[llvm-dev] RFC: Shrink wrapping vs SplitCSR

Thu May 4 11:45:24 PDT 2017

Francis Visoiu Mistrih <fvisoiumistrih at apple.com> writes:

I'm resending this as I forgot to CC llvm-dev on my reply last night....

Hi Francis,

Thanks for the detailed reply!
I took a quick look at the patch, and I'll try to take a closer look at
it tomorrow.

Could you please subscribe me to future patches? Either myself or
someone from my team can help with testing and/or integration on PPC if
you'd like. This is something we've been struggling with for a while and
are anxious to make some progress on it :)

Kit

> Hi Kit,
>
>> On May 2, 2017, at 7:54 PM, Kit Barton via llvm-dev <llvm-dev at lists.llvm.org> wrote:
>> 
>> 
>> Hi all, 
>> 
>> We've seen several examples recently of performance opportunities on
>> POWER if we can improve the location of save/restore code for
>> callee-saved registers.
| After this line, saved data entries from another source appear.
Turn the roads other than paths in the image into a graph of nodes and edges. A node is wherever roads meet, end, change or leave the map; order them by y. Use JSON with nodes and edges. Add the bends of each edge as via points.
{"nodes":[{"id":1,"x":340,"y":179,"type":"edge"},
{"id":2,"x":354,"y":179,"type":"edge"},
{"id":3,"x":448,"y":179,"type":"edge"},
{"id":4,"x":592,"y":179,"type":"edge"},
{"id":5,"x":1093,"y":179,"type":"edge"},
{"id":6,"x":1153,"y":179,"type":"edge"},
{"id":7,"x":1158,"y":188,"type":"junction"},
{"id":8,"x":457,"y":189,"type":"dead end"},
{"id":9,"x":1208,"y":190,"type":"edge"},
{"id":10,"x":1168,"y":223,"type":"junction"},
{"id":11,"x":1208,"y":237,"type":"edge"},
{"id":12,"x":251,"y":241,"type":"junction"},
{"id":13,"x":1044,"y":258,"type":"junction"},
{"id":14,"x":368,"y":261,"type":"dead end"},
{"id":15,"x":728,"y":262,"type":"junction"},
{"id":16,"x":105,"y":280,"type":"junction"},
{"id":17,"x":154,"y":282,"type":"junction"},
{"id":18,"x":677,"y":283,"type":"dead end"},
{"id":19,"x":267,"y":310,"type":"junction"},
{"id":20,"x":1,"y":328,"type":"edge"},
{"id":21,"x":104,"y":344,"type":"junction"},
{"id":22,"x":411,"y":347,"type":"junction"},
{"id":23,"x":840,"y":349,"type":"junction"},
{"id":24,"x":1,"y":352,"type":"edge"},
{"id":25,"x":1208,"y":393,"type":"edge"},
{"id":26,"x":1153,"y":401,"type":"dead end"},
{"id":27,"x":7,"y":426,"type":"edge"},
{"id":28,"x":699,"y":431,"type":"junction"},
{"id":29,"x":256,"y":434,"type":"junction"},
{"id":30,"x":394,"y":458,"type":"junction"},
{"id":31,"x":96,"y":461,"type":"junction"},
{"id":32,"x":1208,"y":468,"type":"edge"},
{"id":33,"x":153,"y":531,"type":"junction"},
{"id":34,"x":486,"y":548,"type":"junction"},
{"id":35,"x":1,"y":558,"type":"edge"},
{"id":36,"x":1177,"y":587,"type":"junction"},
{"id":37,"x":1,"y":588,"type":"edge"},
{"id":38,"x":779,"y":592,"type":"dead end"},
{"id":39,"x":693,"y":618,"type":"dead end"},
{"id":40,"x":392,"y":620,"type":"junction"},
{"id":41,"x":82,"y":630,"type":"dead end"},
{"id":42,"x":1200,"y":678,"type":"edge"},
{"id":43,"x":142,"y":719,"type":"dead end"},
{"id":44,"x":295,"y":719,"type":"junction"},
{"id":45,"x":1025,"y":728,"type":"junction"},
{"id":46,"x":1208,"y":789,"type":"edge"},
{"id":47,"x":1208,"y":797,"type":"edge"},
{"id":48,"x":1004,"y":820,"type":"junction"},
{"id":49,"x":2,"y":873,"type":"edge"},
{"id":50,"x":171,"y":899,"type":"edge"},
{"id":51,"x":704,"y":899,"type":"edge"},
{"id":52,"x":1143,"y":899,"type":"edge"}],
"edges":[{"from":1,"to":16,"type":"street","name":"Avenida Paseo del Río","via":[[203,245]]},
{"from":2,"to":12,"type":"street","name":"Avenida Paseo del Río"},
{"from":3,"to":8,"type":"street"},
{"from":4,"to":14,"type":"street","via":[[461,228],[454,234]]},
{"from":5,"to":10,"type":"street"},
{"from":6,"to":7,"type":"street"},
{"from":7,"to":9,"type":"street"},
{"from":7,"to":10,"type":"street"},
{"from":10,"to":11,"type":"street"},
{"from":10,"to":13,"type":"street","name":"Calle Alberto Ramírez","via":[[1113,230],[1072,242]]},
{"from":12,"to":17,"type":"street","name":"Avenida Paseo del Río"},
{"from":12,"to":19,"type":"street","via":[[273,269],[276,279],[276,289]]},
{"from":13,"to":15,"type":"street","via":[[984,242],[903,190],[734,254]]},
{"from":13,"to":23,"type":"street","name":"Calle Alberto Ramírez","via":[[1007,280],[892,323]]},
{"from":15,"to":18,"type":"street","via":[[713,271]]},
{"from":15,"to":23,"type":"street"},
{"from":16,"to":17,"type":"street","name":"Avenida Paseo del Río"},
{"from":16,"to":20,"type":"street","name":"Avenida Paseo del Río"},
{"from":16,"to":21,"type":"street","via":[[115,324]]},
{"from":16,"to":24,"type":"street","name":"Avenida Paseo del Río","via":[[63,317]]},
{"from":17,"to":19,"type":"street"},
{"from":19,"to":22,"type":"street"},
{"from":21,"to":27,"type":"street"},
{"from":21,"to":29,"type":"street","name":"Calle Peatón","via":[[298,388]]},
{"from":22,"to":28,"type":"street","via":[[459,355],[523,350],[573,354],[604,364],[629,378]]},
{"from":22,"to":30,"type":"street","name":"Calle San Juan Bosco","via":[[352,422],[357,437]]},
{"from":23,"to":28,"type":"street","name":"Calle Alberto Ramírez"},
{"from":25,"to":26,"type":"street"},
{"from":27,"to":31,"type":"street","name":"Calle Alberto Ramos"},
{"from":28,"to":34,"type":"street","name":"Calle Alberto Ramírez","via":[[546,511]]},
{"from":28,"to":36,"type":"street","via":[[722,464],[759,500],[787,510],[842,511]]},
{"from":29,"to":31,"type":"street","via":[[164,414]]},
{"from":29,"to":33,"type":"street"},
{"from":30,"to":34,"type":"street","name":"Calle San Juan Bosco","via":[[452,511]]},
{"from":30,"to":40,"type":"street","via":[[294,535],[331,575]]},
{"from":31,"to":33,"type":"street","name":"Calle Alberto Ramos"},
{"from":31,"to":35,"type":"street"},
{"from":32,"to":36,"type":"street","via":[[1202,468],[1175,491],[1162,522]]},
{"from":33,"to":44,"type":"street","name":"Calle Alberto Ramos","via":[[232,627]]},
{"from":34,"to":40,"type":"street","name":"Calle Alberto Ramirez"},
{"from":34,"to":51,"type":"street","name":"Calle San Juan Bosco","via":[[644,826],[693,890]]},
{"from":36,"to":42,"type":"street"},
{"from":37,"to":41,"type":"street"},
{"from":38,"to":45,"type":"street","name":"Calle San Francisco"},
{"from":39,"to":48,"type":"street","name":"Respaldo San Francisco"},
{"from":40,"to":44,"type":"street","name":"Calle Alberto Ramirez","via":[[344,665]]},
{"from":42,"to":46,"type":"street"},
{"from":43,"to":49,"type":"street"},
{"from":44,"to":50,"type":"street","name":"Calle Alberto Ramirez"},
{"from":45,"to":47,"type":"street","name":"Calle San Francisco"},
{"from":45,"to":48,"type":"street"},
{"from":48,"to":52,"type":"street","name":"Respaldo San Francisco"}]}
Both Nemanja and myself have discussed this with
>> several people, and it seems that there are two possibilities for
>> improving this:
>> 
>>  1. Extend shrink wrapping to make the analysis of callee-saved
>>     registers more precise. 
>>  2. Focus on enabling and (possibly) improving SplitCSR. 
>> 
>> I would like opinions from people on the preferred way to proceed. 
>> 
>> I am leaning toward improving shrink wrapping, at least as a short-term
>> solution. However, I fully admit that this is because I am familiar with
>> the shrink wrapping code and completely naive about SplitCSR and what
>> work would be necessary to get this working well.
>> 
>> My proposal would be to implement the flow sensitive analysis described
>> by Fred Chow (PLDI '88) and make the necessary extensions in shrink
>> wrapping to handle multiple save/restore points. At that point we can do
>> an evaluation to understand the improvements it provides and the impact
>> on compile time. Once we have these results, we can look at the best way
>> to enable it (e.g., option, target opt-in, higher opts, etc.). 
>
> Back in 2009, there was an implementation of Fred Chow’s algorithm, that has been removed in r193749, because it was unused and untested.
>
> I have been working on a new implementation of Fred Chow’s algorithm for a while now.
>
> It seems that this algorithm has been avoided because of the compile time impact that was not worth compared to the performance improvement.
>
> The main reason is that there are probably loops in the CFG. In my
> implementation, we decided that we never want to save / restore inside a loop,
> so we consider loops as a single block. We are using scc_iterators instead of
> MachineLoopInfo in order to handle irreducible loops as well, that are not
> handled by the current SW implementation. That way, we can compute the
> anticipation / availability attributes in linear time.
>
> In terms of correctness, there is one test on X86 that still fails, and two others on AArch64, because of the way compact unwinding encodes register saves.
>
> In terms of compile-time, there are no regressions on CTMark.
>
> In terms of code-size, we get a 0.8% increase on X86_64 and AArch64, mostly because we cannot use push / pop anymore.
>
> For now, we only worked on shrink-wrapping CSRs, but keep the stack setup in the entry block / return blocks, which can give worse results in some cases compared to the current shrink-wrapping pass. I am currently working on fixing this.
>
> For execution-time, not many improvements showed up due to the stack setup and the transformation of push/pop -> mov $reg, (mem)/mov (mem), $reg which can be partially solved.
>
> In terms of what the algorithm can do, and how it can outperform the current one, I got some stats based on where we save / restore, along with the block frequency (with PGO), and we can see a theoretical 8% improvement.
>
> I put an early review here a while ago: https://reviews.llvm.org/D30808, and I
> will update it soon. As you can see, all the PrologEpilogInserter and
> (X86|AArch64)TargetFrameLowering code look horribly hacky, because so many
> things assume the stack setup and callee saved saves will stick together. Fixing
> all those assumptions is going to be the most tricky part of shrink-wrapping,
> not the algorithm itself.
>
> There are some cases where the current shrink-wrapping is better, and that’s in
> cases like in the Fig.3 of Chow’s paper, and that can be probably solved by
> using something similar to what’s described in this paper: Post Register
> Allocation Spill Code Optimization by Christopher Lupo and Kent D. Wilken, which
> uses the PST to optimize saves / restores placement along with a cost model.
>
> Cheers,